O estudo caso-controle é um dos delineamentos epidemiológicos observacionais mais importantes, especialmente útil para investigar a etiologia de doenças. Ele se caracteriza pela seleção de dois grupos de indivíduos: os "casos", que apresentam a doença ou desfecho de interesse, e os "controles", que não apresentam o desfecho. A partir daí, investiga-se retrospectivamente a exposição a potenciais fatores de risco em ambos os grupos.
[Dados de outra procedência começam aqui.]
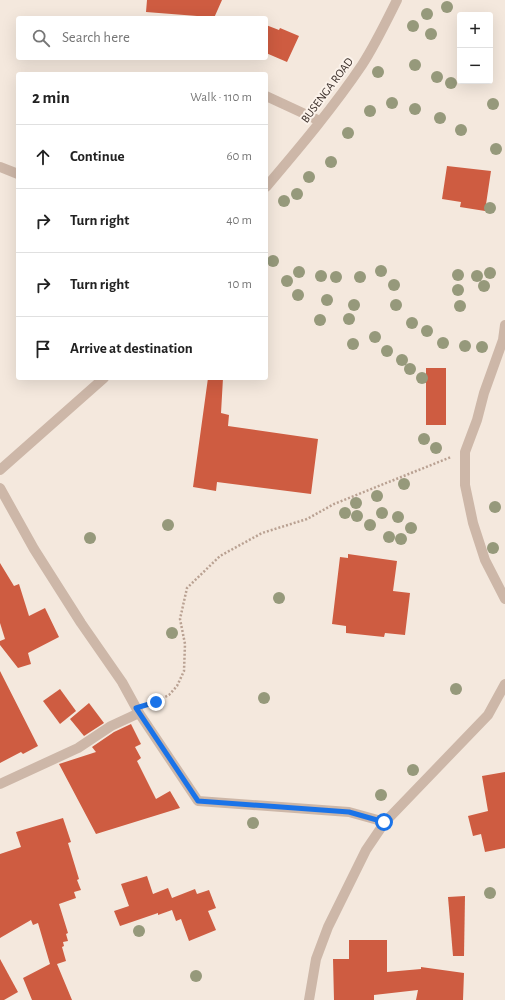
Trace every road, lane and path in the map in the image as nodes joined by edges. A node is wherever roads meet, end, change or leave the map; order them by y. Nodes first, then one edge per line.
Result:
1 (397, 0) edge
2 (268, 97) edge
3 (320, 121) junction
4 (0, 167) edge
5 (16, 173) edge
6 (268, 186) edge
7 (505, 325) edge
8 (102, 380) edge
9 (464, 452) junction
10 (0, 470) edge
11 (0, 488) edge
12 (505, 599) edge
13 (505, 684) edge
14 (137, 710) junction
15 (0, 784) edge
16 (384, 822) junction
17 (309, 1000) edge

1 - 3 street, BUSENGA ROAD
2 - 3 street
3 - 6 street, BUSENGA ROAD
4 - 5 street
7 - 9 street
8 - 10 street
9 - 12 street
9 - 14 path
11 - 14 street
13 - 16 street
14 - 15 street
14 - 16 street
16 - 17 street

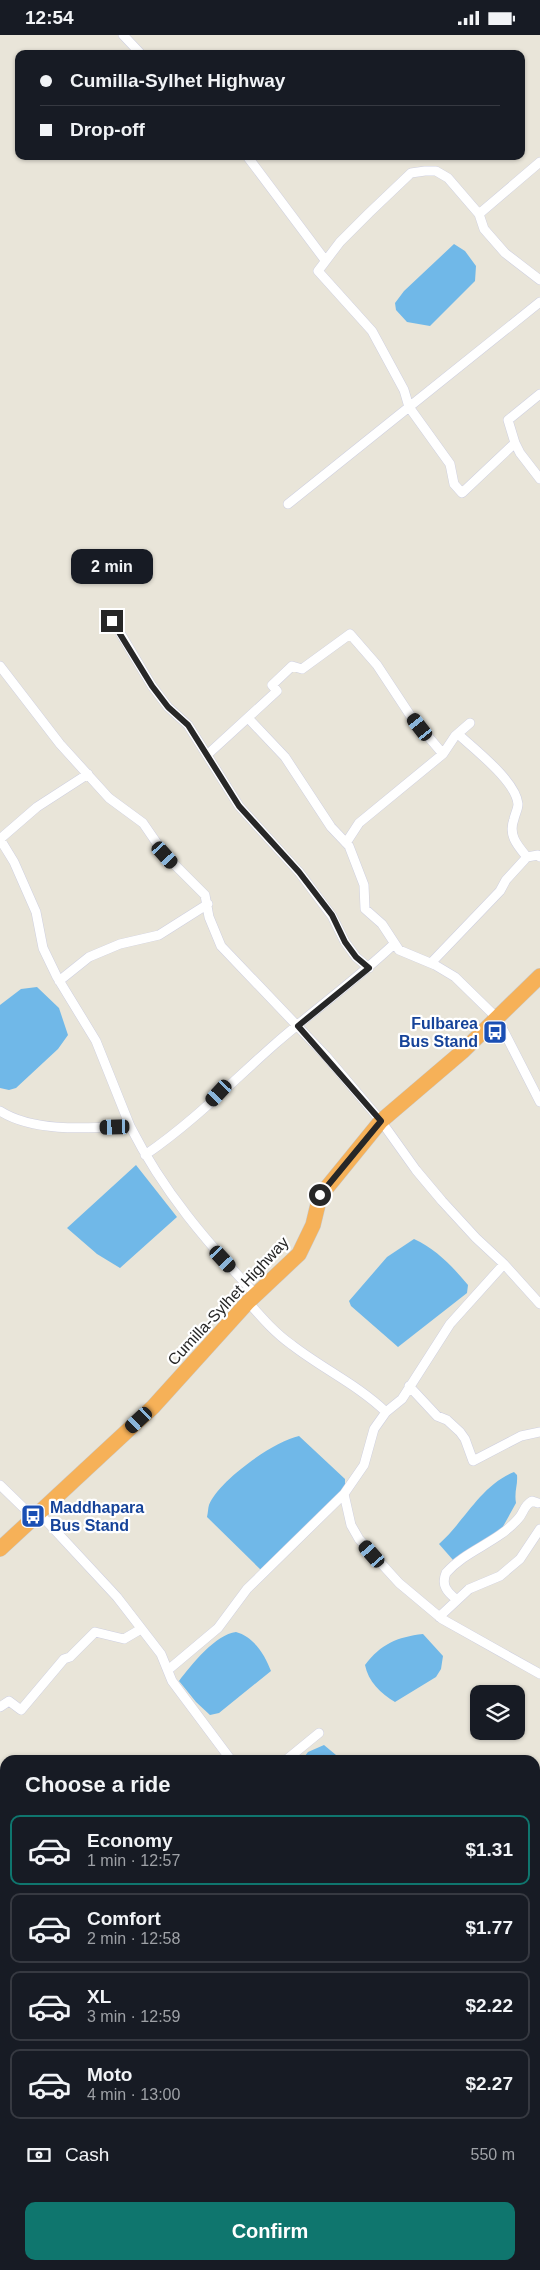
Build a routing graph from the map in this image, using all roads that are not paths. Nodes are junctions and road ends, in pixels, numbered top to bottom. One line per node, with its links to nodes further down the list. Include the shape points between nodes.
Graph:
1 (123, 35): 2 (street)
2 (137, 50)
3 (250, 160): 6 (street)
4 (540, 162): 5 (street)
5 (479, 214): 6 (street, via 448,178 436,171 412,173); 7 (street, via 484,229 505,253)
6 (325, 259): 10 (street, via 318,271 372,331 404,389)
7 (540, 280)
8 (540, 302): 10 (street)
9 (540, 394): 11 (street, via 508,420)
10 (409, 407): 11 (street, via 450,464 454,484 462,493); 13 (street)
11 (515, 443): 12 (street)
12 (540, 479)
13 (288, 504)
14 (112, 621): 20 (street, via 152,686 188,725)
15 (0, 666): 21 (street, via 60,744)
16 (248, 718): 19 (street, via 273,696 277,691 272,685 292,666 302,669 350,634); 20 (street); 22 (street, via 284,757 331,827)
17 (470, 723): 18 (street)
18 (458, 733): 19 (street); 23 (street, via 511,787 518,804 511,827 513,838)
19 (443, 754): 22 (street, via 359,823)
20 (207, 755): 28 (street, via 239,806 296,867 332,915 345,942)
21 (88, 774): 25 (street, via 109,798 143,823 165,855 205,895); 30 (street, via 37,807 0,839 36,912 43,948)
22 (346, 843): 26 (street, via 364,885 365,909 382,925)
23 (527, 857): 24 (street); 27 (street, via 500,891)
24 (540, 857)
25 (208, 904): 30 (street, via 159,935 120,943 89,957); 32 (street, via 209,917 221,946)
26 (394, 944): 27 (street, via 399,950); 28 (street)
27 (431, 963): 31 (street, via 455,977)
28 (369, 968): 32 (street)
29 (540, 976): 31 (highway, Cumilla-Sylhet Highway)
30 (59, 981): 36 (street, via 96,1041)
31 (497, 1018): 33 (street); 35 (highway, Cumilla-Sylhet Highway)
32 (298, 1026): 35 (street); 37 (street, via 186,1125)
33 (540, 1102)
34 (0, 1111): 36 (street, via 11,1118 68,1129)
35 (381, 1121): 38 (street, via 442,1201); 39 (highway, Cumilla-Sylhet Highway, via 320,1195 313,1225 299,1254)
36 (130, 1126): 37 (street)
37 (145, 1155): 39 (street, via 201,1235)
38 (504, 1263): 40 (street); 41 (street, via 450,1324)
39 (253, 1299): 42 (street, via 272,1329 293,1347 366,1394); 47 (highway, Cumilla-Sylhet Highway, via 153,1407)
40 (540, 1304)
41 (409, 1387): 42 (street, via 402,1399); 43 (street, via 437,1416 455,1427 465,1439 473,1461 521,1436)
42 (386, 1412): 45 (street, via 374,1429 364,1465)
43 (540, 1432)
44 (0, 1485): 47 (street)
45 (344, 1494): 51 (street, via 351,1525 359,1539 392,1577); 53 (street, via 247,1589 218,1628)
46 (540, 1503): 50 (street, via 532,1501 526,1504 519,1518 490,1544 467,1555 446,1573 444,1586)
47 (36, 1516): 49 (highway, Cumilla-Sylhet Highway); 52 (street, via 117,1597)
48 (540, 1529): 50 (street, via 520,1559 500,1576 469,1589)
49 (0, 1549)
50 (456, 1599): 51 (street)
51 (439, 1617): 54 (street)
52 (141, 1629): 53 (street, via 161,1654); 55 (street, via 124,1639 95,1632 64,1659 21,1709 9,1701)
53 (168, 1670): 57 (street, via 172,1681)
54 (540, 1675)
55 (0, 1707)
56 (319, 1733): 58 (street)
57 (227, 1755)
58 (292, 1755)

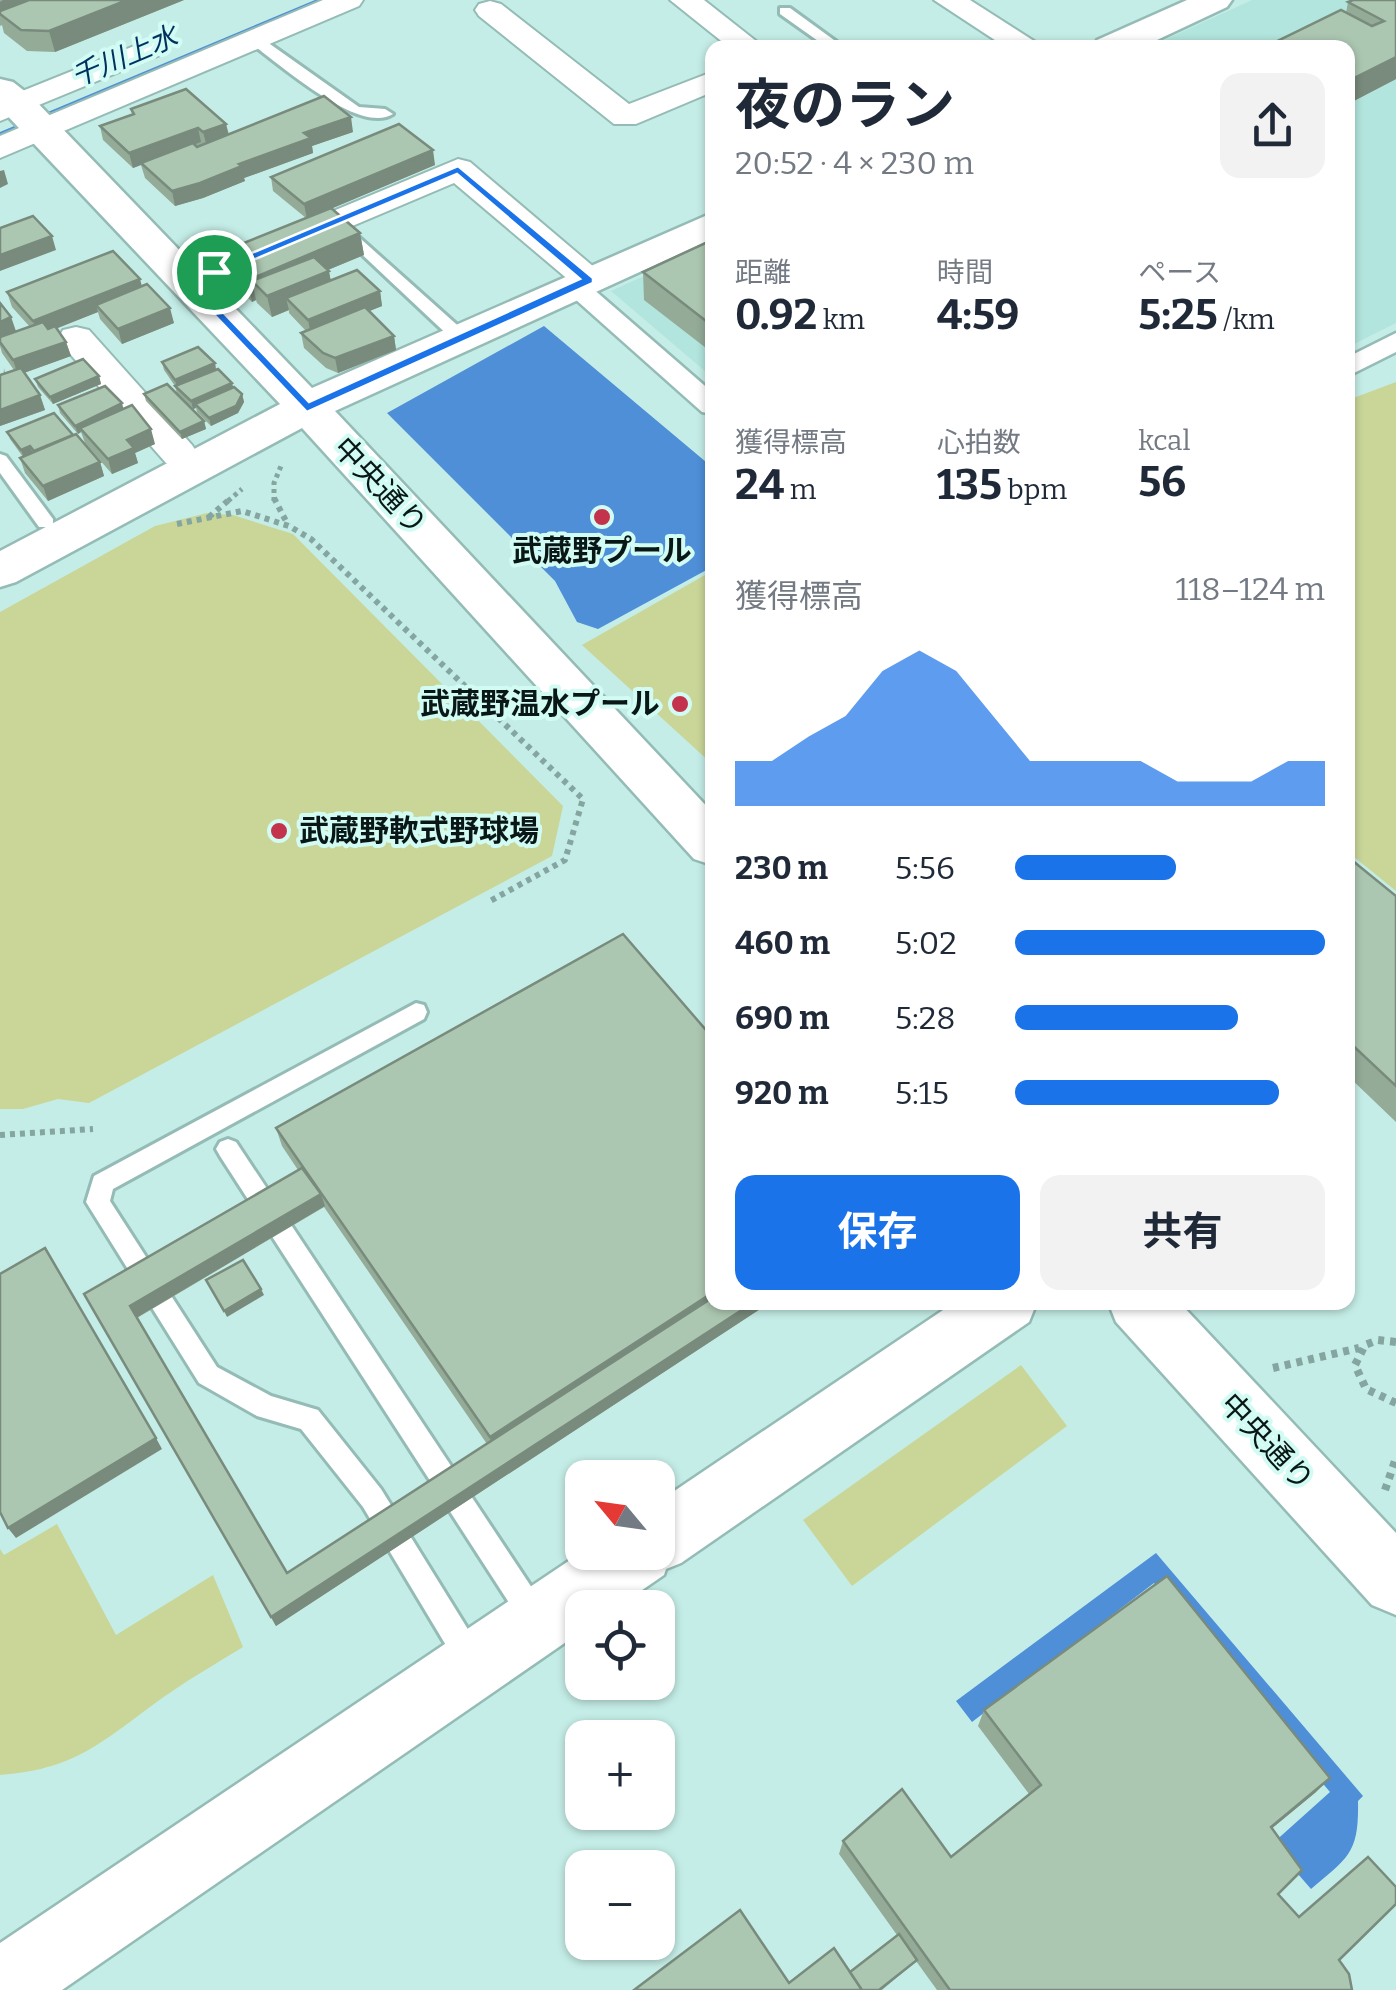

Este tipo de estudo é particularmente vantajoso para doenças raras, pois permite acumular um número suficiente de casos em um tempo razoável. Além disso, é mais rápido e menos custoso que os estudos de coorte. A principal medida de associação utilizada é o Odds Ratio (OR), que estima a chance de exposição entre os casos em comparação com os controles. Para a prova e a prática clínica, é crucial entender que a seleção adequada dos controles é fundamental para evitar vieses. Os controles devem ser representativos da população da qual os casos surgiram. A Síndrome da Morte Súbita do Lactente (SMSL), por ser um evento relativamente raro e com múltiplos fatores de risco potenciais, é um exemplo clássico de condição que pode ser bem investigada por meio de estudos caso-controle.
A principal característica é que os participantes são selecionados com base na presença (casos) ou ausência (controles) de um desfecho (doença), e então a exposição a fatores de risco é investigada retrospectivamente.
É indicado para investigar doenças raras, doenças com longo período de latência entre exposição e desfecho, ou quando há múltiplos fatores de risco a serem avaliados para um único desfecho.
No caso-controle, parte-se do desfecho para a exposição, enquanto no estudo de coorte, parte-se da exposição para o desfecho, acompanhando os indivíduos ao longo do tempo.